- [TASK ITEM] Show every line of the data that includes the word "forest".

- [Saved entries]
········

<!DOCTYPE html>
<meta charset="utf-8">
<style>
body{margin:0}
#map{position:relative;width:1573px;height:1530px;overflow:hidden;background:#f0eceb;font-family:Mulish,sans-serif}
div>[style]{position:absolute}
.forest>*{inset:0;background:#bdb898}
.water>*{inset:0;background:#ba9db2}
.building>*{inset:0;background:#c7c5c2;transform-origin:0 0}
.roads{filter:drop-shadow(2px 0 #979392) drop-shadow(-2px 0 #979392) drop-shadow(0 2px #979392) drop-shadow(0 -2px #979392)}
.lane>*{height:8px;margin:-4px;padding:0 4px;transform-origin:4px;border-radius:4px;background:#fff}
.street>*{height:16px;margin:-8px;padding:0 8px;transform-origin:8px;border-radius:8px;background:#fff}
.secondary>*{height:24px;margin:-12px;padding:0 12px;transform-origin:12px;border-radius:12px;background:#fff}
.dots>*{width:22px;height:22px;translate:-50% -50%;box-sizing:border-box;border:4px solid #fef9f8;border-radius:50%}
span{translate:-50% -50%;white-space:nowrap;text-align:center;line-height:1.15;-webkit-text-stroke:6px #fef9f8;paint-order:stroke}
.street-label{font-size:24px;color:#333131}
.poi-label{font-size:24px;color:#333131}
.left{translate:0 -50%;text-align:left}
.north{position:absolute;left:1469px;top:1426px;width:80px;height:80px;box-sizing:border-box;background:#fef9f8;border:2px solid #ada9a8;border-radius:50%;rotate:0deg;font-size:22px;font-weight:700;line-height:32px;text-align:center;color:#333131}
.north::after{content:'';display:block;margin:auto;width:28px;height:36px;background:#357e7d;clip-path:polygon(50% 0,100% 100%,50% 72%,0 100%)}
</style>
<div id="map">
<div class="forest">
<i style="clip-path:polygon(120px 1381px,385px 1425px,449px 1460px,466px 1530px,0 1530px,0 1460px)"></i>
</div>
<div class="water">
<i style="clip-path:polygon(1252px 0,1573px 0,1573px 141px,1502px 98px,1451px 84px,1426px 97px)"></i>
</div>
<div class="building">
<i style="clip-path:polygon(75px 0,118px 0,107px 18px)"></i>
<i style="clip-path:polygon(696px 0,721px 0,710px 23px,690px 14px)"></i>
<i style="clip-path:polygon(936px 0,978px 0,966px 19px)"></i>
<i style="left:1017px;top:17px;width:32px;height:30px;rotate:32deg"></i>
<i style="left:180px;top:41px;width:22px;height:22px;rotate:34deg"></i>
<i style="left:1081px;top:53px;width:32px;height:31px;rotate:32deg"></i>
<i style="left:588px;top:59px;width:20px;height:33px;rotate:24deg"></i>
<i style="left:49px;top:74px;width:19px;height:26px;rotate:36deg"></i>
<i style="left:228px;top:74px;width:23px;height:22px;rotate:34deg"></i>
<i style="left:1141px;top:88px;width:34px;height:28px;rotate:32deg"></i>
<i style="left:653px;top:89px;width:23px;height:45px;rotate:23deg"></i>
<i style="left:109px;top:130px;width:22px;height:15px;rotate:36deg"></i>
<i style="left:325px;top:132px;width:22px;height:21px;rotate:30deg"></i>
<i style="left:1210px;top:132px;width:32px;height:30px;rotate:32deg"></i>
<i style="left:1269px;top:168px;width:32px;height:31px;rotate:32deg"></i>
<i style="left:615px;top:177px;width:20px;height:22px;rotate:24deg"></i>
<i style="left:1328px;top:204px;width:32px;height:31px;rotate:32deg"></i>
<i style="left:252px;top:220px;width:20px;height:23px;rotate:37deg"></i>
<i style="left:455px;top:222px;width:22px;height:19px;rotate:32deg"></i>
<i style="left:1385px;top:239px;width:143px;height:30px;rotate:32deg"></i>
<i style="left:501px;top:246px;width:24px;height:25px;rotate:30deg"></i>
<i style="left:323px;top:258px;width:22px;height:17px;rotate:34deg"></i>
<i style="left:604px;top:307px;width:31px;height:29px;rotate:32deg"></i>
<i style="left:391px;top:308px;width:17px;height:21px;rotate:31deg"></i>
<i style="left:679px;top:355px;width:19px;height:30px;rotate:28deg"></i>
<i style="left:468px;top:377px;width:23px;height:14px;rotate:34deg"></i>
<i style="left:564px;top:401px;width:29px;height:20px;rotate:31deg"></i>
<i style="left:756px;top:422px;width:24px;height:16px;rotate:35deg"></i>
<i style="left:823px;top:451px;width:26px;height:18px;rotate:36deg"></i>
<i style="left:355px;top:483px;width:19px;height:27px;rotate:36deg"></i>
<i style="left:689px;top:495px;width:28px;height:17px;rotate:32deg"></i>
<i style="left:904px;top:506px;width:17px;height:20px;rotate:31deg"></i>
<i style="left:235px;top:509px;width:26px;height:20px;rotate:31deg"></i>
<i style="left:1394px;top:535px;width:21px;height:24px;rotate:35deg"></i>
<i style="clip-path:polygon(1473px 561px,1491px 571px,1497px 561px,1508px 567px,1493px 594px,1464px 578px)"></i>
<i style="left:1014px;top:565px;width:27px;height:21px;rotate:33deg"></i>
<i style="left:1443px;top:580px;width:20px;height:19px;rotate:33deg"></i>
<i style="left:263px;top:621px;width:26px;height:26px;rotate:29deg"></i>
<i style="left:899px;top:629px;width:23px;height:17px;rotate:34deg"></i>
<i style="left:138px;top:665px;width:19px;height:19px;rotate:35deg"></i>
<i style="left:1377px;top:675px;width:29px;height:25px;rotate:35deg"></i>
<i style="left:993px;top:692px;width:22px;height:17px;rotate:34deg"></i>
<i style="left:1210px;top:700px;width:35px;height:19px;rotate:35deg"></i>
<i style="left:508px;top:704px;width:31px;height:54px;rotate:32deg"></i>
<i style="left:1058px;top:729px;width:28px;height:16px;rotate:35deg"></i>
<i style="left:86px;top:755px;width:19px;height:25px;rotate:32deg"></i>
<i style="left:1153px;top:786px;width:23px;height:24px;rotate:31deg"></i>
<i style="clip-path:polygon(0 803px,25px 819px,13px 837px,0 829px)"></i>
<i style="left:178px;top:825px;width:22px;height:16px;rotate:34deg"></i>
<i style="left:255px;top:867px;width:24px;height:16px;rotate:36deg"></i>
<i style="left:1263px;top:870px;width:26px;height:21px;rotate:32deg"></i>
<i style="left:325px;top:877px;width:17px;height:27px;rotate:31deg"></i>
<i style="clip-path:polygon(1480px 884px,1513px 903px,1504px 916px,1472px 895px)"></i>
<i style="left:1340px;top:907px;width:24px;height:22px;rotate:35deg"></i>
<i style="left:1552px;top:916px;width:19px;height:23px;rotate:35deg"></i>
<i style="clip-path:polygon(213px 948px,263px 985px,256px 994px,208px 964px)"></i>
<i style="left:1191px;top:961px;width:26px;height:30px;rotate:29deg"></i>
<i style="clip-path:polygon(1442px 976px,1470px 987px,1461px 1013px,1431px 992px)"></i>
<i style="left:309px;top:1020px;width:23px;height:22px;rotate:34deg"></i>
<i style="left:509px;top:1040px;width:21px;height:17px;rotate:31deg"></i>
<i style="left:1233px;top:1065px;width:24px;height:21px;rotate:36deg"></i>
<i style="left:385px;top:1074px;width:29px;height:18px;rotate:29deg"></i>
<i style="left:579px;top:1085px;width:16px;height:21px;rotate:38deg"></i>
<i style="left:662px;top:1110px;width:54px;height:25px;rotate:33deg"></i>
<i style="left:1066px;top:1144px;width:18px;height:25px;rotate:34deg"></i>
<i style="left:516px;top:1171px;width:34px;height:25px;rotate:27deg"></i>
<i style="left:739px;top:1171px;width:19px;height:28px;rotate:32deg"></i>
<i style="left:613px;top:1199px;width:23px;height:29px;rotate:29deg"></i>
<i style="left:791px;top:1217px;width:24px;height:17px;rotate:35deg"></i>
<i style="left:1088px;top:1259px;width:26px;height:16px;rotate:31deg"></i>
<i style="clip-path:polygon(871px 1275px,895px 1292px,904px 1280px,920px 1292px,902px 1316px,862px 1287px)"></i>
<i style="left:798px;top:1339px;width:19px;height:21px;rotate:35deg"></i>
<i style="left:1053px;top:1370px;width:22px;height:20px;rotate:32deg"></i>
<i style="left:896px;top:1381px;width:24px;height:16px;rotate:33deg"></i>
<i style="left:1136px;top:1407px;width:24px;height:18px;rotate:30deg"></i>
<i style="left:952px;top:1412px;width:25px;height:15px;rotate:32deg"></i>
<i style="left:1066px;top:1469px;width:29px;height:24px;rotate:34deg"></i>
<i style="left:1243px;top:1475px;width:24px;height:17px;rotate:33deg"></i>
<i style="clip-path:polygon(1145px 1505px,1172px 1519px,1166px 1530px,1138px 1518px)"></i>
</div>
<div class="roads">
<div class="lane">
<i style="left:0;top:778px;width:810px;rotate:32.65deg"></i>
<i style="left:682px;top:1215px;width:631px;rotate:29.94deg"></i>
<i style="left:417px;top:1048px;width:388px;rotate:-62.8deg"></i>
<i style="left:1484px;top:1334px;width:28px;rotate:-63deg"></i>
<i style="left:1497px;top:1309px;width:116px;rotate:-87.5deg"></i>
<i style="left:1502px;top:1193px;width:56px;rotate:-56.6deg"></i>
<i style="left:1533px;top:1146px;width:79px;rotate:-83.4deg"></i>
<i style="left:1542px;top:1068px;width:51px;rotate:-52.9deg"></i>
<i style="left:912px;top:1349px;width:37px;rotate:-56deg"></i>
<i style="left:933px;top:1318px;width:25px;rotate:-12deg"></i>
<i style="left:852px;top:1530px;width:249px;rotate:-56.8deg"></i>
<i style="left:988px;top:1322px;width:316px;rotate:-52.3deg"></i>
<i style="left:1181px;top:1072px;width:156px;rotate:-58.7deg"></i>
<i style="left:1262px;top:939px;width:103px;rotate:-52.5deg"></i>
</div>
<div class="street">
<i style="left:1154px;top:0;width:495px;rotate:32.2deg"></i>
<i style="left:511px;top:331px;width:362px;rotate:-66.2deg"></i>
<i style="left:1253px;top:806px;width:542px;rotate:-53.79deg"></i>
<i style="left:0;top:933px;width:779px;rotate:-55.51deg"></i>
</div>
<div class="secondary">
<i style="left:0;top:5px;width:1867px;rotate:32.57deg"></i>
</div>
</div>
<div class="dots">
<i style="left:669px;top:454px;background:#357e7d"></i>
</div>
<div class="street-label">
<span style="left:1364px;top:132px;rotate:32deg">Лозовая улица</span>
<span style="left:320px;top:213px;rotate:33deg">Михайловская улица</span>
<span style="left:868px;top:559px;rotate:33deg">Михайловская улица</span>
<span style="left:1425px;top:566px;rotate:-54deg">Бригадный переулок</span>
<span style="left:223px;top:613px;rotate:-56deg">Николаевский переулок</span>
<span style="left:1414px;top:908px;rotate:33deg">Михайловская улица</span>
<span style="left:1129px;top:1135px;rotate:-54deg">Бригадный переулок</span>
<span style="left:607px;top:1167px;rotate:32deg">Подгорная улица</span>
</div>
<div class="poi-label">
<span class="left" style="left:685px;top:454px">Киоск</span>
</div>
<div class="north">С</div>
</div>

········

- [RESPONSE AREA]
.forest>*{inset:0;background:#bdb898}
<div class="forest">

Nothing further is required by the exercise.